Example IH (Interaction History) Analysis¶

Interaction History (IH) is a rich source of data at the level of individual interactions from Pega DSM applications like CDH. It contains the time of the interaction, the channel, the actions/treatments, the customer ID and is used to track different types of outcomes (decisions, sends, opens, clicks, etc). It does not contain details of individual customers - only their ID’s.

Interaction History is typically used to analyze customer behavior and optimize decision strategies.
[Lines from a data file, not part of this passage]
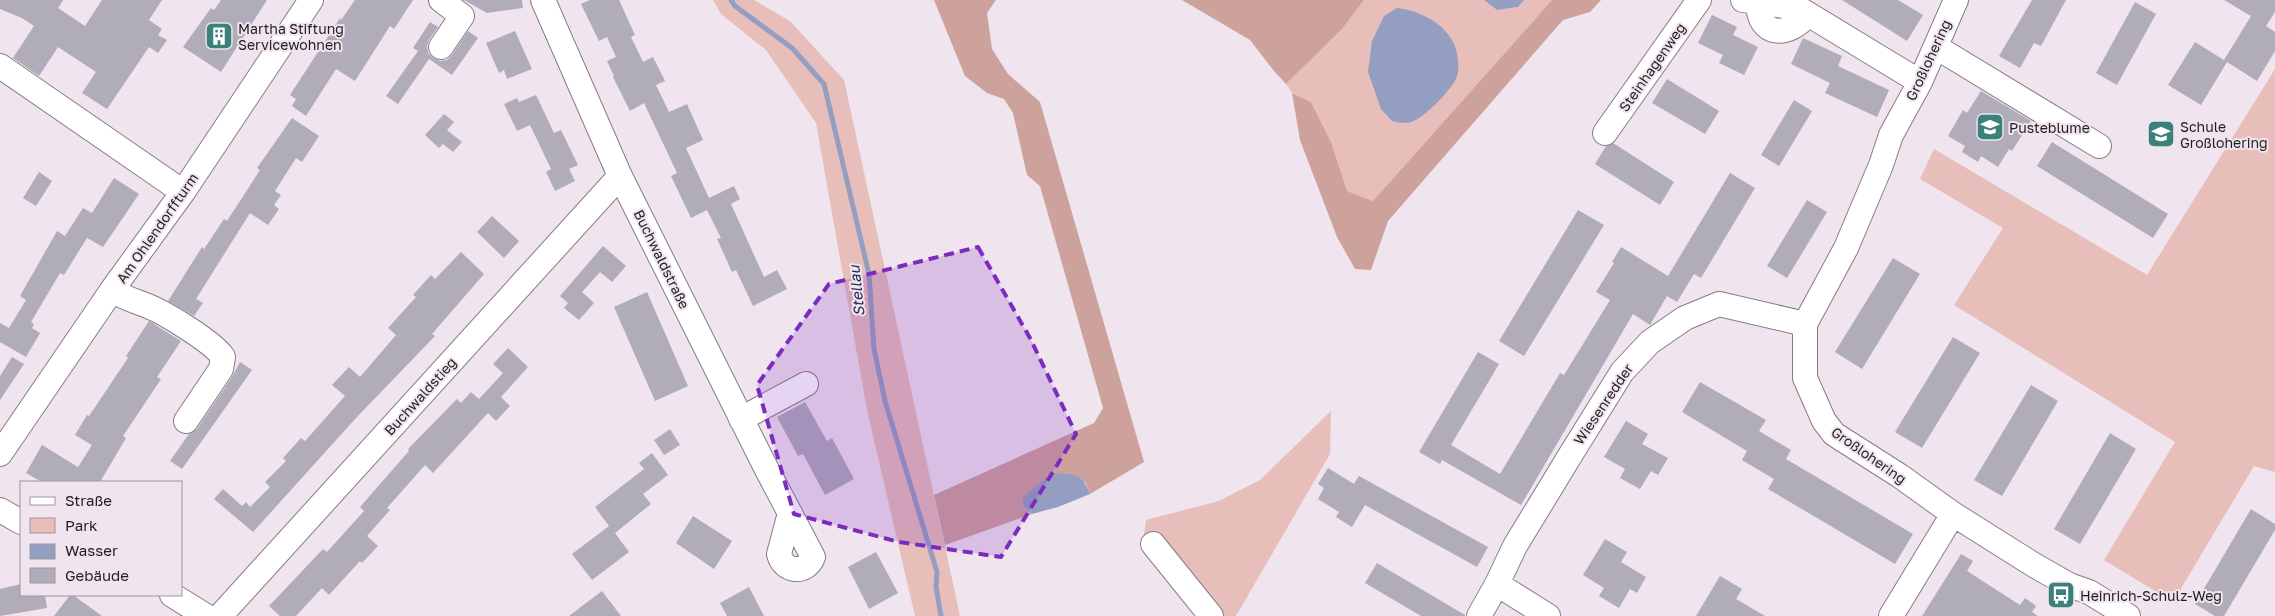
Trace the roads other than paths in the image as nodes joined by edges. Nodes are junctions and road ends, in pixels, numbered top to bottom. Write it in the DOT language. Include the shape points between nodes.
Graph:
graph roads {
  1 [pos="311,0"];
  2 [pos="441,0"];
  3 [pos="543,0"];
  4 [pos="1699,0"];
  5 [pos="1751,1"];
  6 [pos="1952,2"];
  7 [pos="442,47"];
  8 [pos="1936,47"];
  9 [pos="0,66"];
  10 [pos="1920,82"];
  11 [pos="1604,134"];
  12 [pos="2099,146"];
  13 [pos="620,176"];
  14 [pos="183,192"];
  15 [pos="112,290"];
  16 [pos="1805,324"];
  17 [pos="806,384"];
  18 [pos="741,418"];
  19 [pos="186,420"];
  20 [pos="0,454"];
  21 [pos="0,510"];
  22 [pos="790,513"];
  23 [pos="1953,514"];
  24 [pos="20,521"];
  25 [pos="1153,544"];
  26 [pos="1498,584"];
  27 [pos="174,596"];
  28 [pos="206,616"];
  29 [pos="220,616"];
  30 [pos="1211,616"];
  31 [pos="1479,616"];
  32 [pos="1548,616"];
  33 [pos="1891,616"];
  34 [pos="2128,616"];
  1 -- 14 [label="street, Am Ohlendorffturm"];
  2 -- 7 [label="street" via="462,16"];
  3 -- 13 [label="street, Buchwaldstraße"];
  4 -- 11 [label="street, Steinhagenweg"];
  5 -- 10 [label="street" via="1798,8"];
  6 -- 8 [label="street, Großlohering"];
  8 -- 10 [label="street, Großlohering"];
  8 -- 12 [label="street"];
  9 -- 14 [label="street"];
  10 -- 16 [label="street, Großlohering" via="1891,135 1846,248"];
  13 -- 18 [label="street, Buchwaldstraße"];
  13 -- 29 [label="street, Buchwaldstieg"];
  14 -- 15 [label="street, Am Ohlendorffturm"];
  15 -- 19 [label="street" via="150,307 212,345 223,357 221,369"];
  15 -- 20 [label="street, Am Ohlendorffturm"];
  16 -- 23 [label="street, Großlohering" via="1805,378 1824,422 1834,434"];
  16 -- 26 [label="street, Wiesenredder" via="1719,304 1685,318 1650,342 1616,380 1515,546"];
  17 -- 18 [label="street"];
  18 -- 22 [label="street, Buchwaldstraße"];
  21 -- 24 [label="street"];
  23 -- 33 [label="street"];
  23 -- 34 [label="street, Großlohering" via="2069,586 2089,592"];
  25 -- 30 [label="street"];
  26 -- 31 [label="street, Wiesenredder"];
  26 -- 32 [label="street"];
  27 -- 28 [label="street"];
}
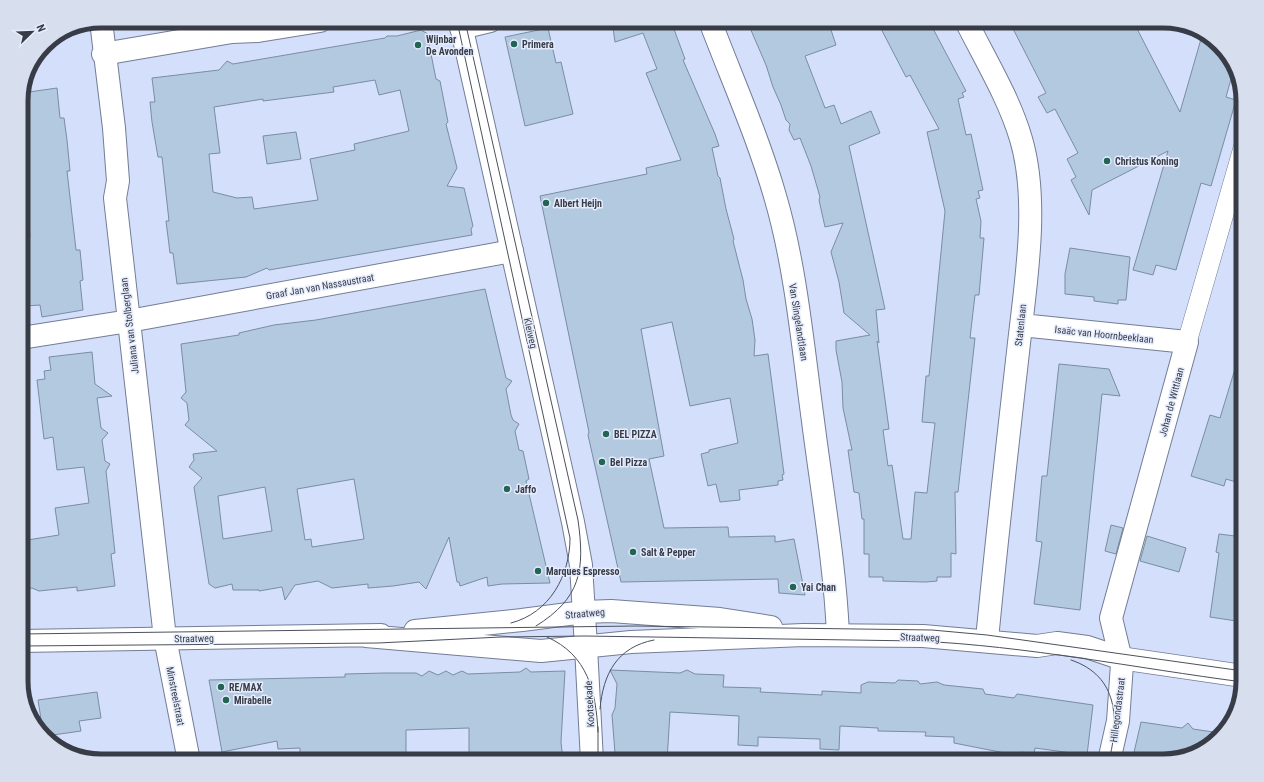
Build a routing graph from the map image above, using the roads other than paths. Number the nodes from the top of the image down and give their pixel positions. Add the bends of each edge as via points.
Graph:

The following sections provide various example analyses that can be performed on IH data, including distribution analysis, response analysis, success rates, model performance, propensity distribution, and response time analysis.

Like most of PDSTools, it uses plotly for visualization and polars (dataframe) but the purpose of this Notebook is more to serve example analyses than re-usable code, although of course we already provide some generic, re-usable functions. All of the analyses should be able to be replicated easily in other analytical BI environments - except perhaps the analysis of model performance / AUC.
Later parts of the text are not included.